● **Exercise directions**:
State how many lines of the records contain the string "lane", and give no other information.

Dataset entries:
◆ ◆ ◆ ◆

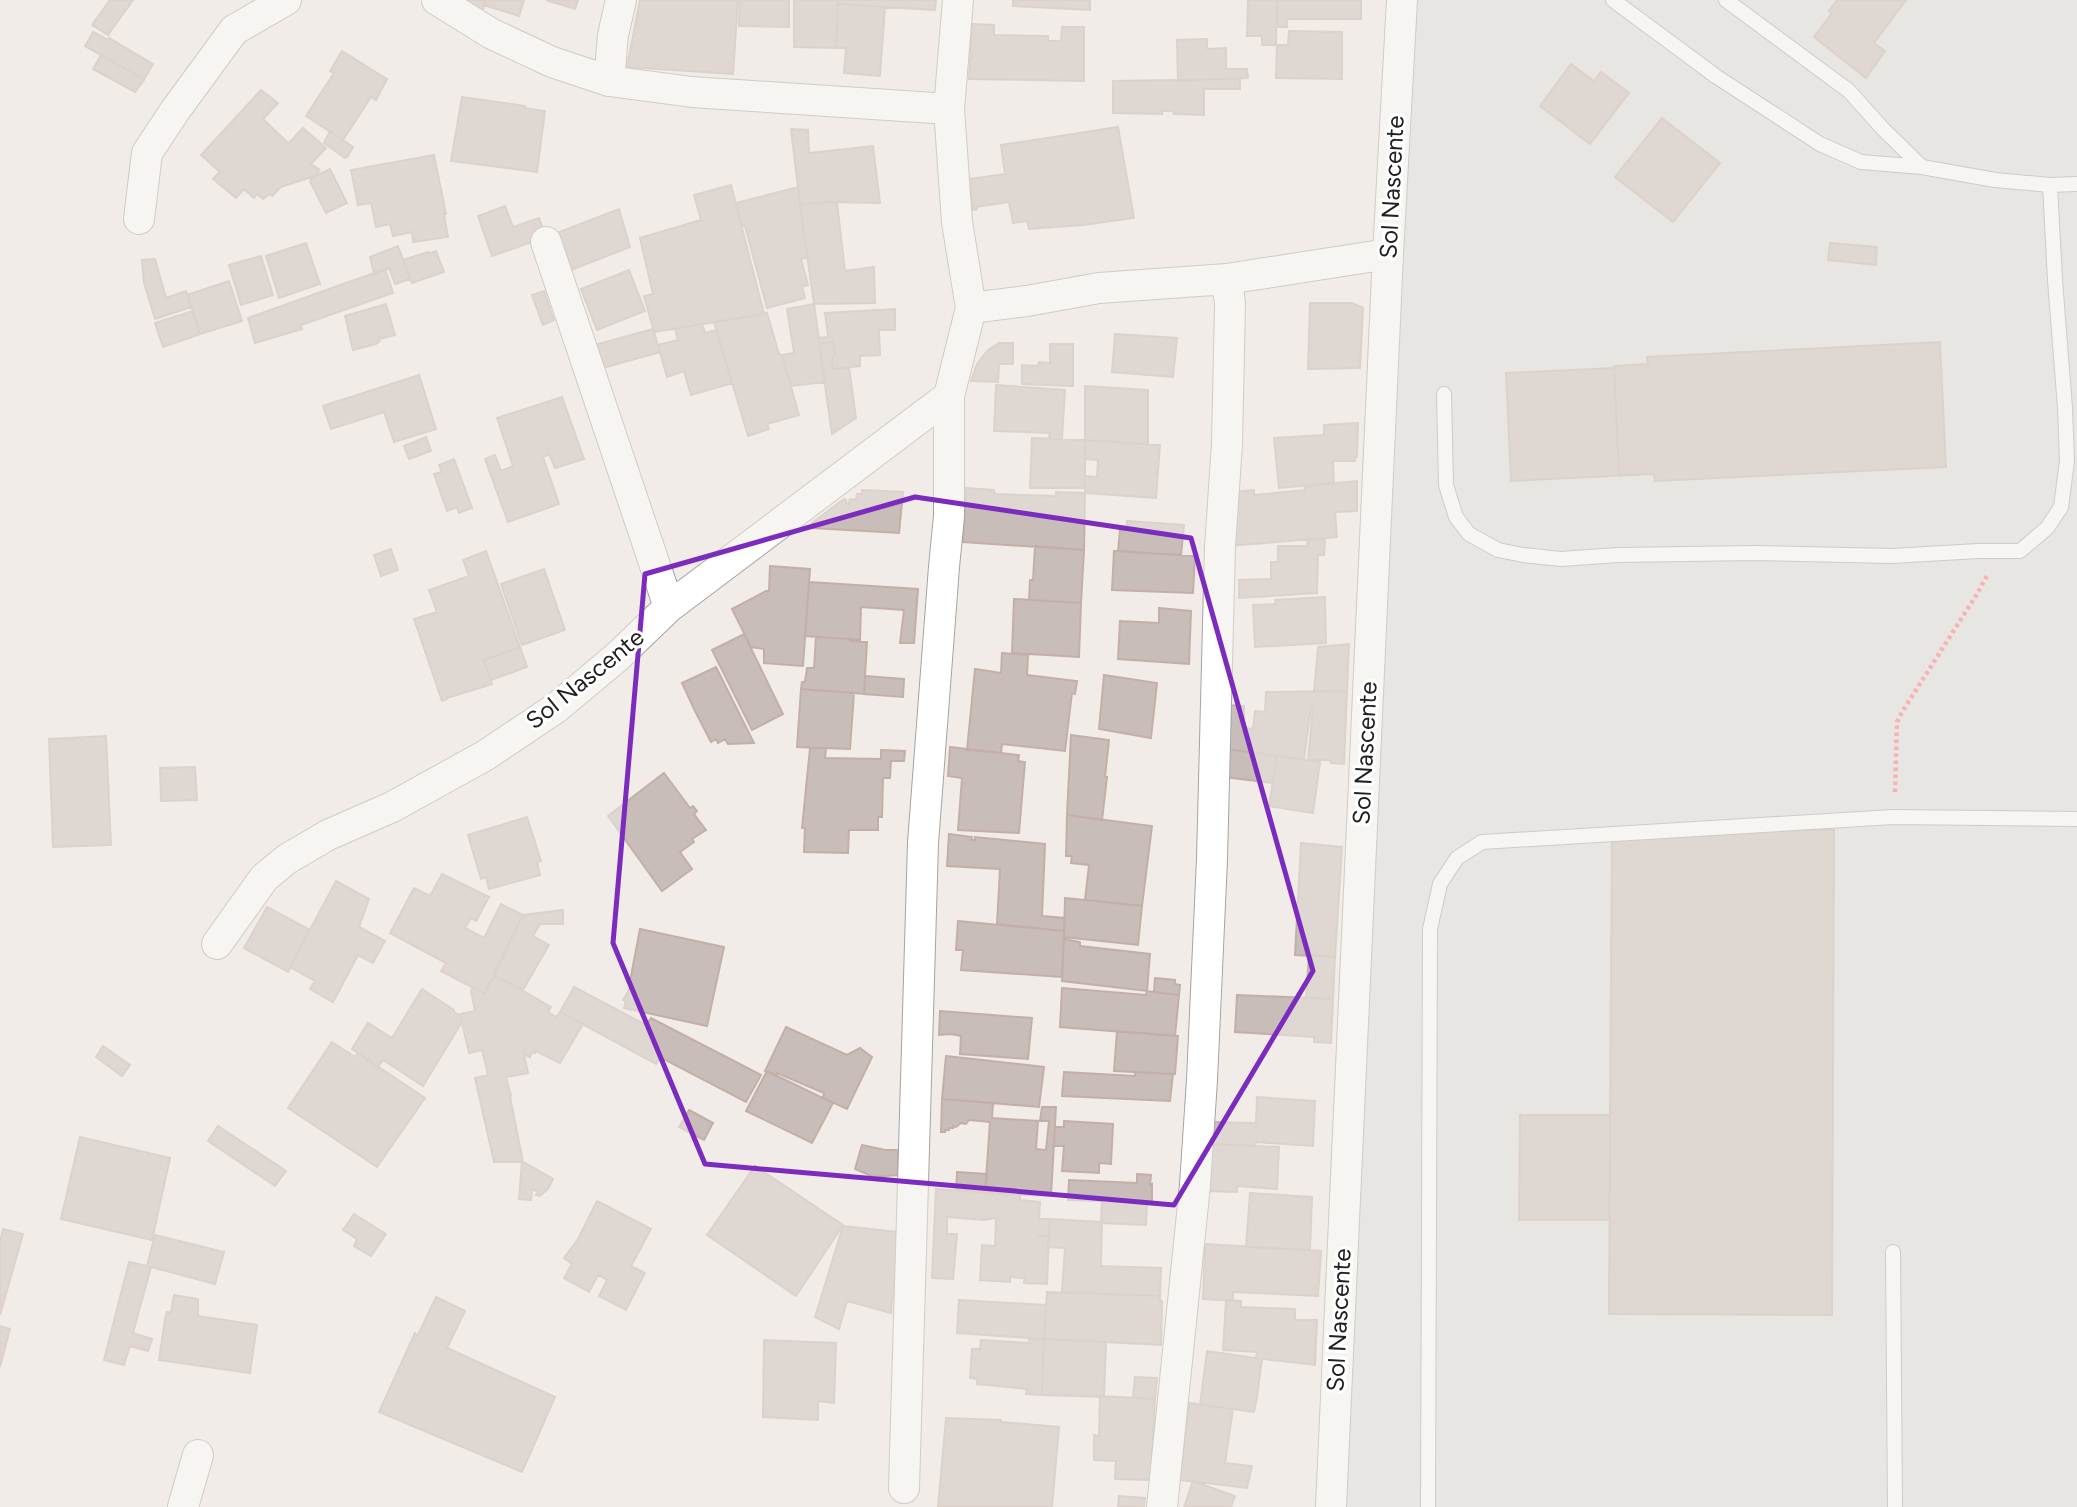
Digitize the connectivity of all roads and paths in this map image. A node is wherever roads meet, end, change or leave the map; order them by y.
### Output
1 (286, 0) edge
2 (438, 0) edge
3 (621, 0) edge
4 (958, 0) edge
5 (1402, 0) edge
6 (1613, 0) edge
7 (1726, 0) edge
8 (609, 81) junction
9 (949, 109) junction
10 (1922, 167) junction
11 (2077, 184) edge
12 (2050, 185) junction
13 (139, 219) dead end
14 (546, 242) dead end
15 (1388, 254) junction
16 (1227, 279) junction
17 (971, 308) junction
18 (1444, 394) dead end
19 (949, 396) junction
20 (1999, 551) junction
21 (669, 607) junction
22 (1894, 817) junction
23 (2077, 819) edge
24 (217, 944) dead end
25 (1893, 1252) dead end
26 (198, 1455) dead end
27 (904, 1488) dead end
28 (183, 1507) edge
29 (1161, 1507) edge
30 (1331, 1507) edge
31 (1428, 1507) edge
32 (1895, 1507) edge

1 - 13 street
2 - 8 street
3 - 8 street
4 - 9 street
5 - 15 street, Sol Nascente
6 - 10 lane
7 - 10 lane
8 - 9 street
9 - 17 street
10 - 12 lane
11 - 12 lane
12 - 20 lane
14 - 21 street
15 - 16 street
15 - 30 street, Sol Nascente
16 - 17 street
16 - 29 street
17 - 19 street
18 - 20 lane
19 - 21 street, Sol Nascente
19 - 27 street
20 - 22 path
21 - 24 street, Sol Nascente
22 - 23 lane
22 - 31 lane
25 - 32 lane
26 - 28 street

◆ ◆ ◆ ◆

● **Response area**:
9